*** Input records ***
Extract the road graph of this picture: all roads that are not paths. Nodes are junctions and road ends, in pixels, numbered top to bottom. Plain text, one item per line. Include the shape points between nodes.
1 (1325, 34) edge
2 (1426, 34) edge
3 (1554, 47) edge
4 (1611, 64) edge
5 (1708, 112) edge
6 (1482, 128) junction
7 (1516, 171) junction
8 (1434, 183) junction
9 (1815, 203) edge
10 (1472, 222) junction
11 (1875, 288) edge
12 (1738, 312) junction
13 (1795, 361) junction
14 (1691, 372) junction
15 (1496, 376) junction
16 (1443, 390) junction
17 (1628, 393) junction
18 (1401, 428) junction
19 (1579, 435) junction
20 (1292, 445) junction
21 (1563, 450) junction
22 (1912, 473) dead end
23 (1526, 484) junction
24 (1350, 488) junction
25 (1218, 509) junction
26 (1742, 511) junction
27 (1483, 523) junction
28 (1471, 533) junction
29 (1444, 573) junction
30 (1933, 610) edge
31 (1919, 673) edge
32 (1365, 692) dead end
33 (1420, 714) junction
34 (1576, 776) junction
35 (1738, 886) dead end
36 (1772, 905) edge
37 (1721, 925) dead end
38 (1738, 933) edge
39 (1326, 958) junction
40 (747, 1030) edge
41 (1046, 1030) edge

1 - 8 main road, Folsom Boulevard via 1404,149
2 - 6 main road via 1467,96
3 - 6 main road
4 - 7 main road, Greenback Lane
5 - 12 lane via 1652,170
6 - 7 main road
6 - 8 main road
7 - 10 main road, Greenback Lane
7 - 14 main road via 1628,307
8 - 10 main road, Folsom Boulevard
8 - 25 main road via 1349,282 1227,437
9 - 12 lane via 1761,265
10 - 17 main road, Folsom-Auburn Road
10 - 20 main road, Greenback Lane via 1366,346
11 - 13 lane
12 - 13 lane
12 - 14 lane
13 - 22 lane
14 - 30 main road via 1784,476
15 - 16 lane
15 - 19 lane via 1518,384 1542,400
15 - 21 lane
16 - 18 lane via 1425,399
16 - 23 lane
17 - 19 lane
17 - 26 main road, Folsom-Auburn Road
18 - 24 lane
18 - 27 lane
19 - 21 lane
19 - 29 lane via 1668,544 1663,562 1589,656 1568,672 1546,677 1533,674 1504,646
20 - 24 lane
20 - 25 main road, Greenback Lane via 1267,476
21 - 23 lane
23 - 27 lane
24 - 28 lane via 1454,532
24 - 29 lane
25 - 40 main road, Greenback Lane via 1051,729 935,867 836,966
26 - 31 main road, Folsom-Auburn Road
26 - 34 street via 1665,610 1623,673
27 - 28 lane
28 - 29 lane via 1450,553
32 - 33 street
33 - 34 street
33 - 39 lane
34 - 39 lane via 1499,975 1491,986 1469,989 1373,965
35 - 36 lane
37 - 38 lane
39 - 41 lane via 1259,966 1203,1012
*** End of Input records ***
**Prompt**: Would you write out each entry precisely as it is given?

**Output of the exercise**:
Extract the road graph of this picture: all roads that are not paths. Nodes are junctions and road ends, in pixels, numbered top to bottom. Plain text, one item per line. Include the shape points between nodes.
1 (1325, 34) edge
2 (1426, 34) edge
3 (1554, 47) edge
4 (1611, 64) edge
5 (1708, 112) edge
6 (1482, 128) junction
7 (1516, 171) junction
8 (1434, 183) junction
9 (1815, 203) edge
10 (1472, 222) junction
11 (1875, 288) edge
12 (1738, 312) junction
13 (1795, 361) junction
14 (1691, 372) junction
15 (1496, 376) junction
16 (1443, 390) junction
17 (1628, 393) junction
18 (1401, 428) junction
19 (1579, 435) junction
20 (1292, 445) junction
21 (1563, 450) junction
22 (1912, 473) dead end
23 (1526, 484) junction
24 (1350, 488) junction
25 (1218, 509) junction
26 (1742, 511) junction
27 (1483, 523) junction
28 (1471, 533) junction
29 (1444, 573) junction
30 (1933, 610) edge
31 (1919, 673) edge
32 (1365, 692) dead end
33 (1420, 714) junction
34 (1576, 776) junction
35 (1738, 886) dead end
36 (1772, 905) edge
37 (1721, 925) dead end
38 (1738, 933) edge
39 (1326, 958) junction
40 (747, 1030) edge
41 (1046, 1030) edge

1 - 8 main road, Folsom Boulevard via 1404,149
2 - 6 main road via 1467,96
3 - 6 main road
4 - 7 main road, Greenback Lane
5 - 12 lane via 1652,170
6 - 7 main road
6 - 8 main road
7 - 10 main road, Greenback Lane
7 - 14 main road via 1628,307
8 - 10 main road, Folsom Boulevard
8 - 25 main road via 1349,282 1227,437
9 - 12 lane via 1761,265
10 - 17 main road, Folsom-Auburn Road
10 - 20 main road, Greenback Lane via 1366,346
11 - 13 lane
12 - 13 lane
12 - 14 lane
13 - 22 lane
14 - 30 main road via 1784,476
15 - 16 lane
15 - 19 lane via 1518,384 1542,400
15 - 21 lane
16 - 18 lane via 1425,399
16 - 23 lane
17 - 19 lane
17 - 26 main road, Folsom-Auburn Road
18 - 24 lane
18 - 27 lane
19 - 21 lane
19 - 29 lane via 1668,544 1663,562 1589,656 1568,672 1546,677 1533,674 1504,646
20 - 24 lane
20 - 25 main road, Greenback Lane via 1267,476
21 - 23 lane
23 - 27 lane
24 - 28 lane via 1454,532
24 - 29 lane
25 - 40 main road, Greenback Lane via 1051,729 935,867 836,966
26 - 31 main road, Folsom-Auburn Road
26 - 34 street via 1665,610 1623,673
27 - 28 lane
28 - 29 lane via 1450,553
32 - 33 street
33 - 34 street
33 - 39 lane
34 - 39 lane via 1499,975 1491,986 1469,989 1373,965
35 - 36 lane
37 - 38 lane
39 - 41 lane via 1259,966 1203,1012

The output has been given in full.